I also advise students to install what I call a roadmap at the outset of a piece of persuasive writing. That is, a clear explanation of the organization of your upcoming argument. After all, you don’t want reader minds wandering off course during your cavalcade of dazzling points and spot-on evidence.
Along with a clear-cut roadmap at the start of your argument, though, you also need to place useful structural road signs along way. These cues keep the reader oriented within your line of argument. I call such road signs transitional markers. They help readers know when one part of your argument has come to an end and now you’re moving on to the next part of your argument. Again, here goes.
Transitional marker:
At this point in my multi-part series, “The Regime Under the Microscope,” we have:
1) examined Neoconservatism (28 February 2024)
2) been introduced to Neoliberalism (13 March 2024)
3) ventured deeper into the Neoliberal Weeds (27 March 2024)
4) inspected the Neoliberal Workplace (10 April 2024)
Two parts remain in this investigation of The Regime.
First: evaluating Neoliberal Financial Markets (this post)
Second: scrutinizing Neoliberal Ideology (the post two weeks from now)
And there you have a transitional marker. You’re welcome.
Now onto the expository task at hand.
Neoliberal Financial Markets
The most important thing you need to remember is that neoliberalism is Robin Hood in reverse.
Neoliberalism gives money to the rich by stealing money from the poor—but even more so from the middle class (where there’s the most money to be had).
David Harvey’s phrase “accumulation by dispossession” describes perfectly this economic heist. As the rich swell into the superrich by the accumulation of wealth syphoned to the top, everyone else—the 99%—dwindles into ruin by the dispossession of living wages, retirement savings, affordable healthcare, affordable housing, affordable insurance, affordable childcare, affordable eldercare, public education, public services, public works, a livable environment—well, you get the financial picture.
Over my past three Rants, we’ve explored how neoliberal policies work this dispossession by way of fostering an abusive workplace and constantly pushing tax cuts for corporations and the wealthy.
Now we’ll look at a third great robbery taking place: the neoliberal financial marketplace.
However, to understand this abuse, we must understand some of the current practices of finance capitalism.
WARNING: Buckle up. This stuff gets complex quick. Sorry about that. I’ll do my best to be plain and simple with my explanations.
BUT: Please know that this COMPLEXITY is a big part of the ROBBERY taking place. Those with the power, the specialized knowledge, and the cash to run this scam count on the rest of us being unable or unwilling to understanding exactly what’s going on.
Finance Capitalism—a brief definition and historical sketch
Whereas industrial capitalism makes money from the production and sale of things, finance capitalism makes money from money.
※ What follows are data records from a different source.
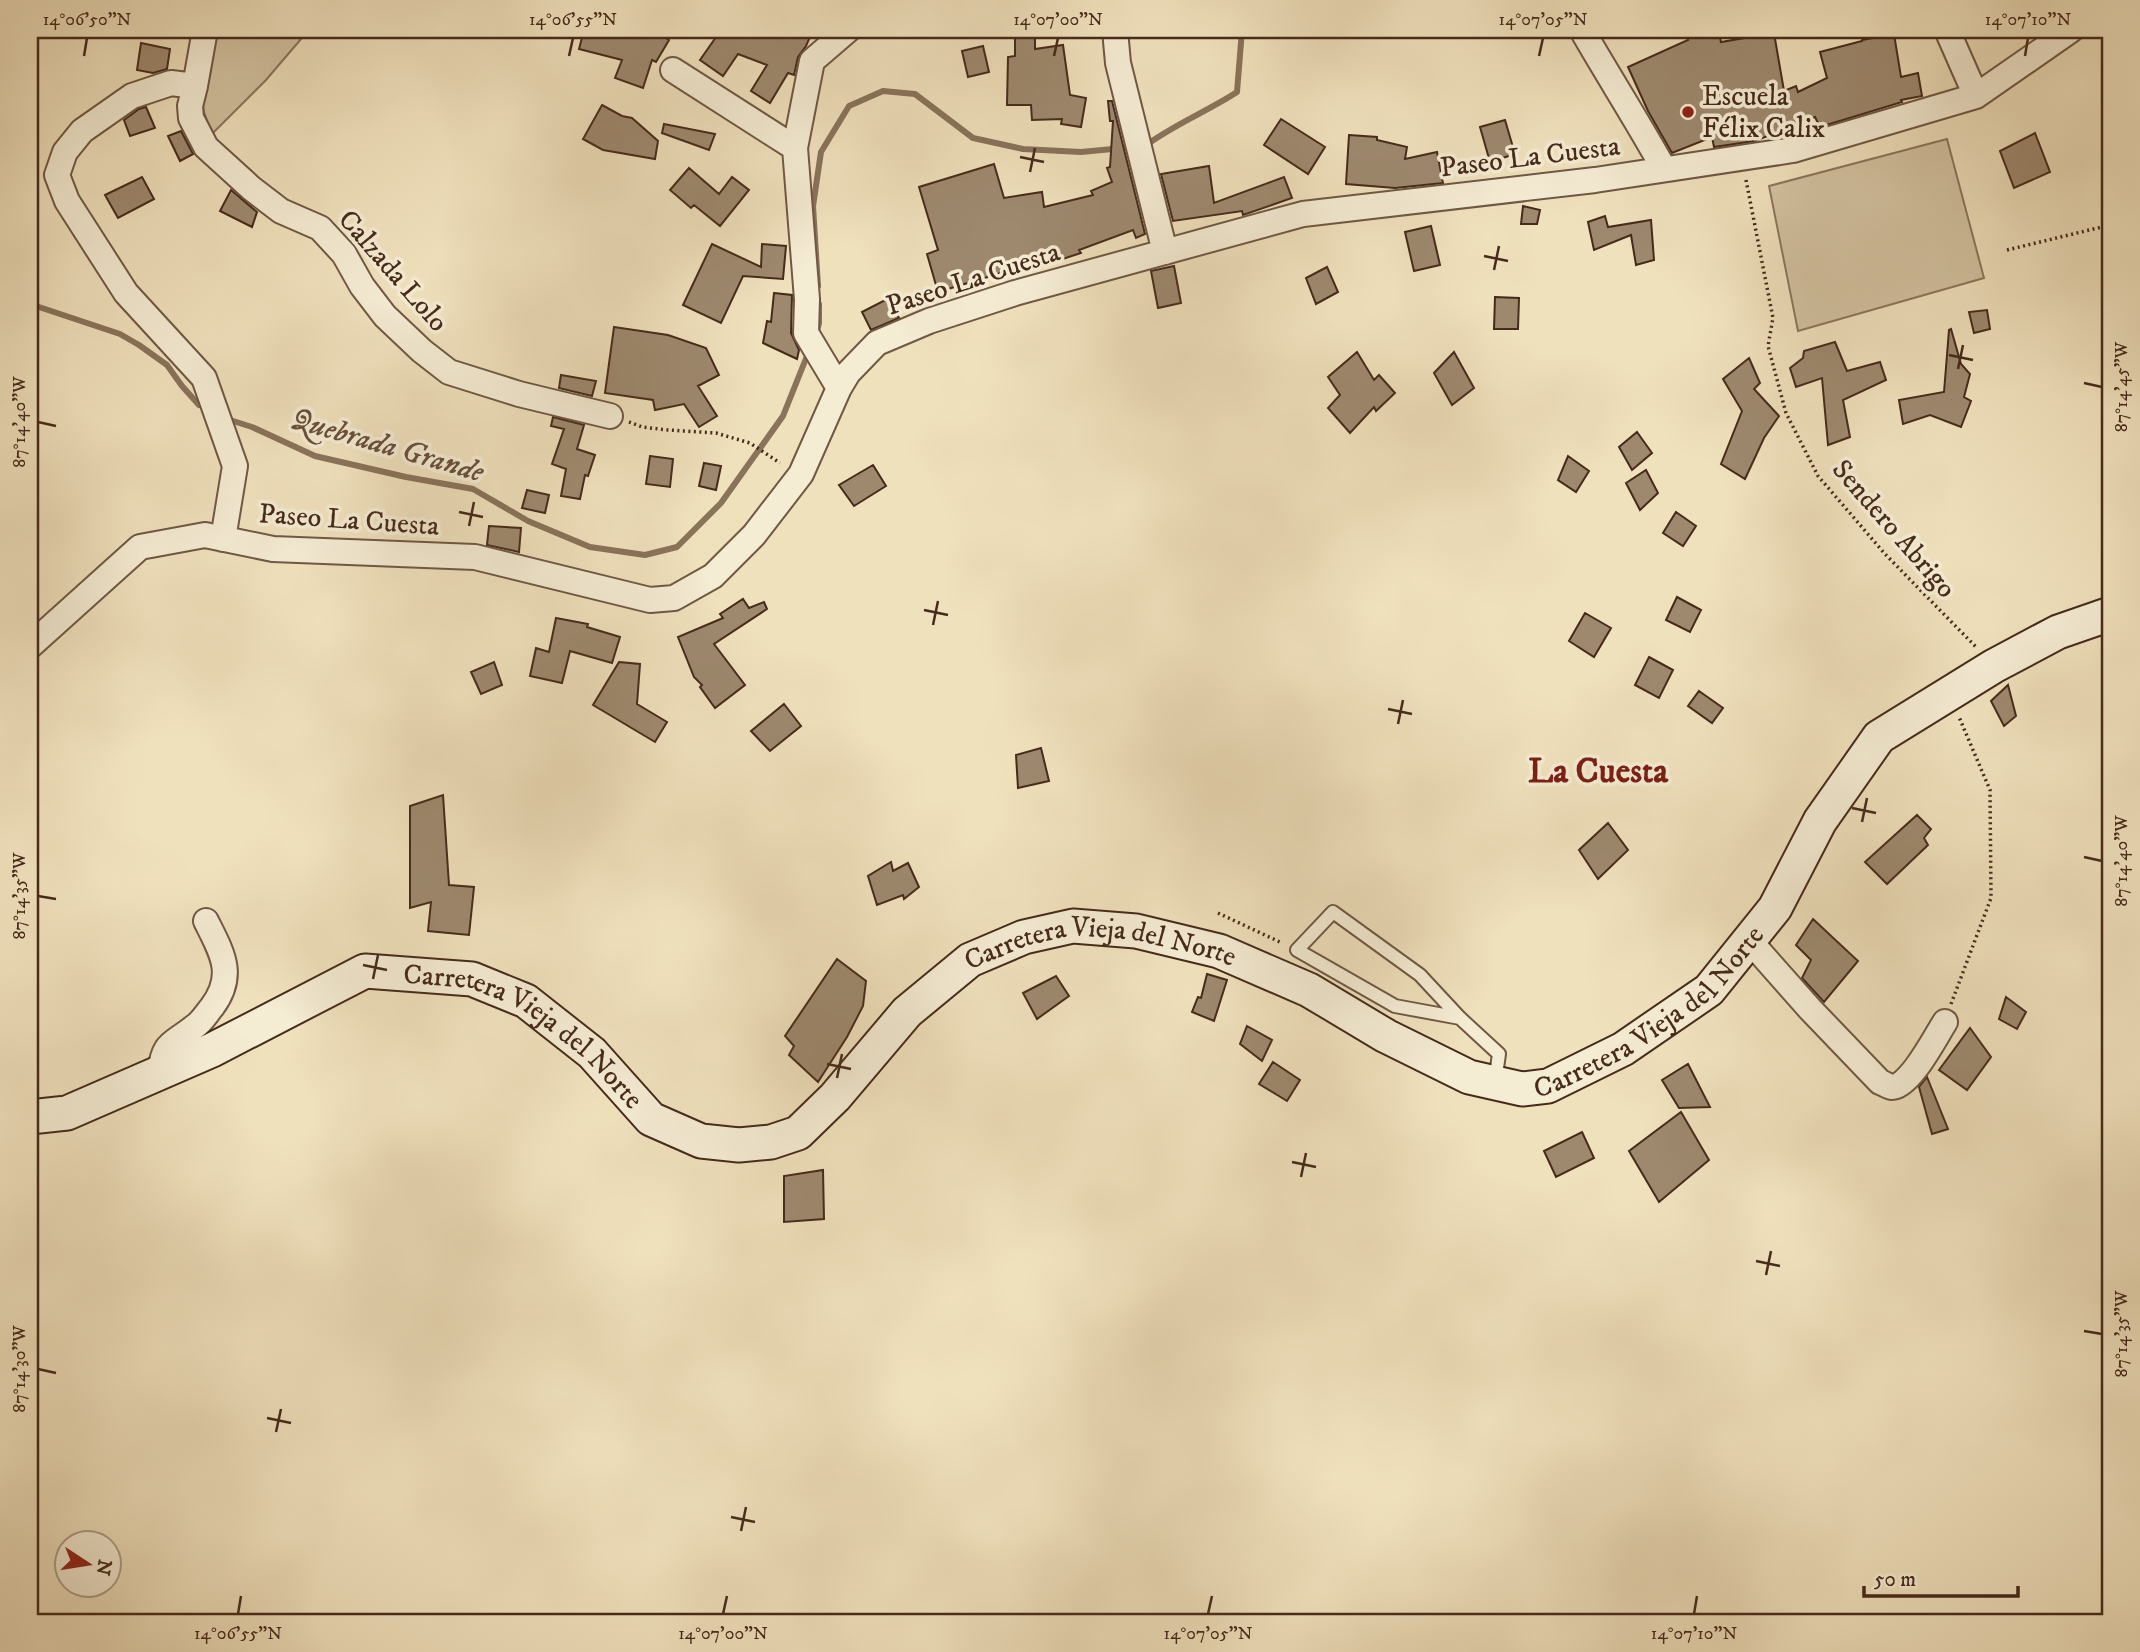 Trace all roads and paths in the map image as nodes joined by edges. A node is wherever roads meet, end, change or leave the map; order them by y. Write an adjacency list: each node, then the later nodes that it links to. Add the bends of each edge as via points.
1 (205, 30): 8 (street, Calzada Lolo)
2 (848, 30): 10 (street, via 812,61)
3 (1115, 30): 15 (street, via 1118,63)
4 (1582, 30): 12 (street)
5 (1947, 30): 9 (street)
6 (2071, 30): 9 (street, Paseo La Cuesta)
7 (673, 70): 10 (street)
8 (195, 86): 17 (street, Calzada Lolo, via 191,118 206,147 281,211 320,228 344,254 385,316 422,351 449,372); 19 (street, via 171,83 132,96 82,131 65,152 57,175 67,201 126,293 204,378 235,466)
9 (1976, 96): 11 (street, Paseo La Cuesta, via 1793,150)
10 (795, 148): 16 (street, via 806,333)
11 (1742, 157): 12 (street, Paseo La Cuesta); 22 (path, Sendero Abrigo, via 1773,318 1768,346 1786,413 1818,476 1885,554)
12 (1664, 169): 15 (street, Paseo La Cuesta, via 1303,214)
13 (2110, 225): 14 (path)
14 (2007, 250)
15 (1165, 252): 16 (street, Paseo La Cuesta, via 929,321 877,343)
16 (839, 388): 19 (street, Paseo La Cuesta, via 801,474 754,535 713,576 674,598 650,600 475,557 273,549)
17 (610, 416): 18 (path, via 642,426 716,433 750,443)
18 (775, 461)
19 (223, 539): 21 (street, Paseo La Cuesta, via 205,535 140,547)
20 (2110, 614): 22 (street, Carretera Vieja del Norte, via 2058,632)
21 (30, 646)
22 (1994, 666): 23 (street, Carretera Vieja del Norte)
23 (1949, 694): 26 (street, Carretera Vieja del Norte, via 1879,737 1820,821 1775,908); 29 (path, via 1990,790 1990,898)
24 (1218, 913): 27 (path)
25 (206, 921): 30 (street, via 227,969 221,995 200,1023 163,1053)
26 (1749, 940): 29 (street, via 1880,1082 1890,1087 1916,1069); 31 (street, Carretera Vieja del Norte, via 1709,990 1623,1049 1548,1086 1522,1089)
27 (1297, 950): 28 (lane, via 1395,1006); 28 (lane, via 1333,912 1420,975)
28 (1460, 1018): 31 (lane, via 1499,1054)
29 (1945, 1022)
30 (160, 1072): 31 (street, Carretera Vieja del Norte, via 365,971 472,979 526,1001 592,1053 651,1119 701,1141 771,1142 798,1133 907,1012 970,960 1024,937 1073,926 1136,931 1219,951 1309,990 1386,1036 1469,1077); 32 (street, Carretera Vieja del Norte, via 67,1113)
31 (1495, 1083)
32 (30, 1117) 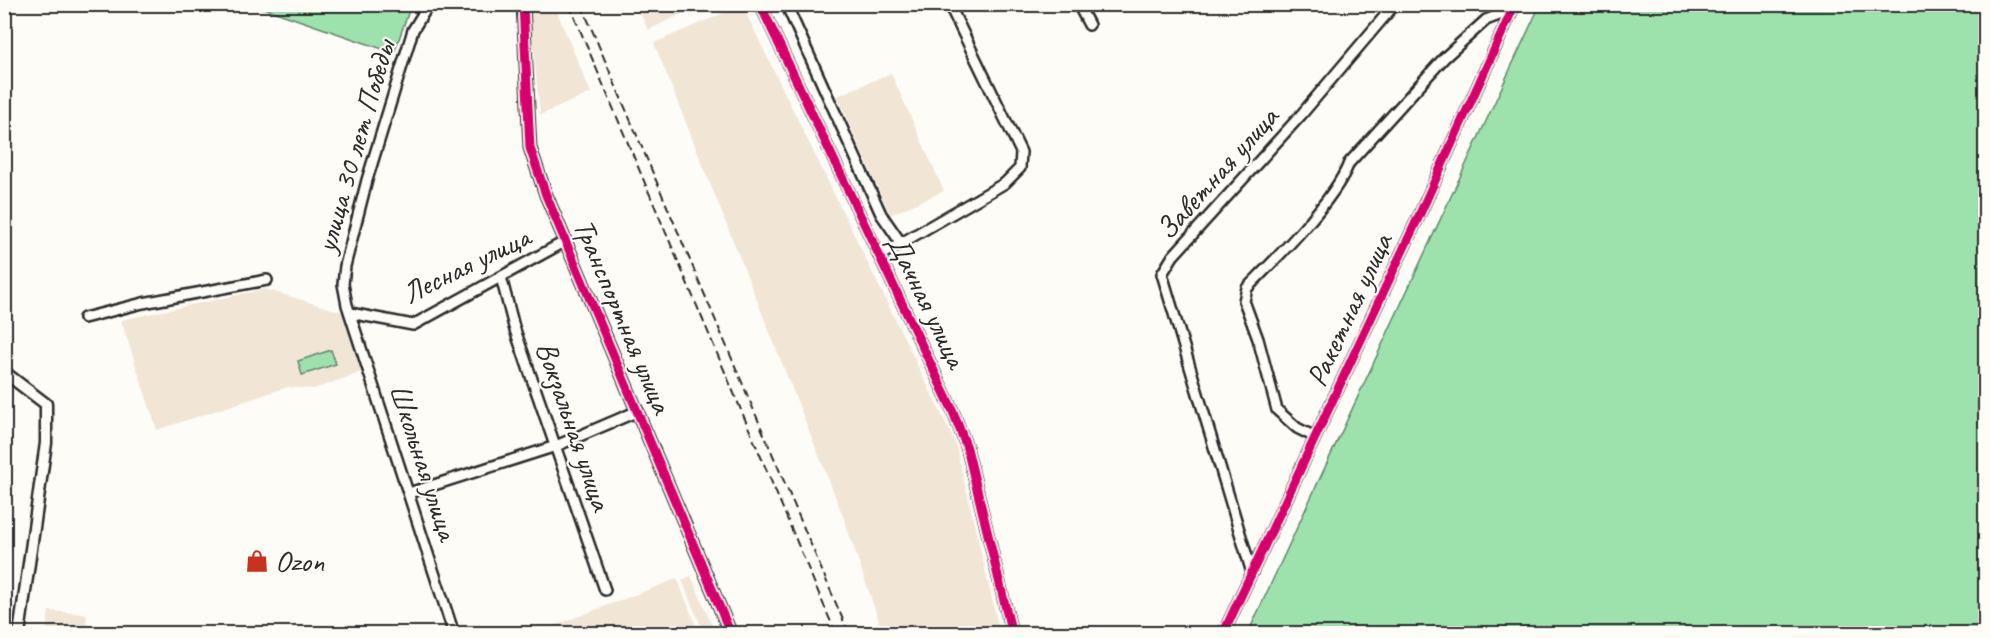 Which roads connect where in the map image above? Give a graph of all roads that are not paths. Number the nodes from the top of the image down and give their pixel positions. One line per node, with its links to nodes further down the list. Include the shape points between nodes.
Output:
1 (429, 4): 15 (street, улица 30 лет Победы, via 413,30 367,180 345,266 343,284)
2 (523, 4): 10 (street, Транспортная улица, via 530,148)
3 (760, 4): 12 (street, Дачная улица)
4 (786, 4): 11 (street, via 880,214)
5 (949, 4): 11 (street, via 1021,152 1020,168 1005,183)
6 (1078, 4): 9 (street)
7 (1395, 4): 22 (street, Заветная улица, via 1173,256 1162,274)
8 (1514, 7): 19 (street, Ракетная улица); 19 (street, Ракетная улица, via 1486,20 1444,58 1349,163 1328,198 1246,288 1244,300 1277,410 1297,428)
9 (1089, 25)
10 (566, 241): 13 (street, Лесная улица); 18 (street, Транспортная улица)
11 (902, 243): 12 (street)
12 (879, 256): 27 (street, Дачная улица, via 967,448)
13 (501, 277): 15 (street, Лесная улица, via 413,325); 20 (street, Вокзальная улица, via 514,327)
14 (267, 280): 16 (street)
15 (348, 309): 21 (street, Школьная улица)
16 (84, 318)
17 (4, 372): 24 (street, via 46,404 46,443)
18 (638, 411): 20 (street); 26 (street, Транспортная улица)
19 (1315, 437): 22 (street, Ракетная улица)
20 (556, 446): 21 (street); 23 (street, Вокзальная улица)
21 (409, 493): 25 (street, Школьная улица)
22 (1252, 573): 28 (street, Ракетная улица)
23 (605, 590)
24 (19, 633)
25 (454, 633)
26 (731, 633)
27 (1012, 633)
28 (1223, 633)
Basically this happens by the channeling of money held in savings into various investment mechanisms. The process of channeling is termed intermediation and generally is carried out by banks or other financial intermediaries that bring together people who have money to invest with professional investment firms. Those professional investors (of many sorts) then pursue profit via the purchase and sale of financial products such as stocks, bonds, futures, and other derivatives; currencies are also investment options, as can be the lending of money at interest.
That’s finance capitalism defined in a nutshell.
However, to state it mildly, the markets and instruments of finance capitalism tend to be convoluted and readily can turn into altogether mystifying contraptions.
Since the early 18th century, stocks have been a financial arena rife with foolish decisions by investors and subject to deceptive if not outright fraudulent behavior by brokers. Historically, finance capitalism started out as subordinate to industrial capitalism as an engine of growth, that is, the money a company could muster from the sale of its stocks enabled that company to expand its physical business.
Toward the end of the 19th century, however, finance capitalism began to grow in importance as a source of profit in its own right. People already possessing a good deal of money (that is, mainly the industrial capitalists) began to make even more money through investment schemes.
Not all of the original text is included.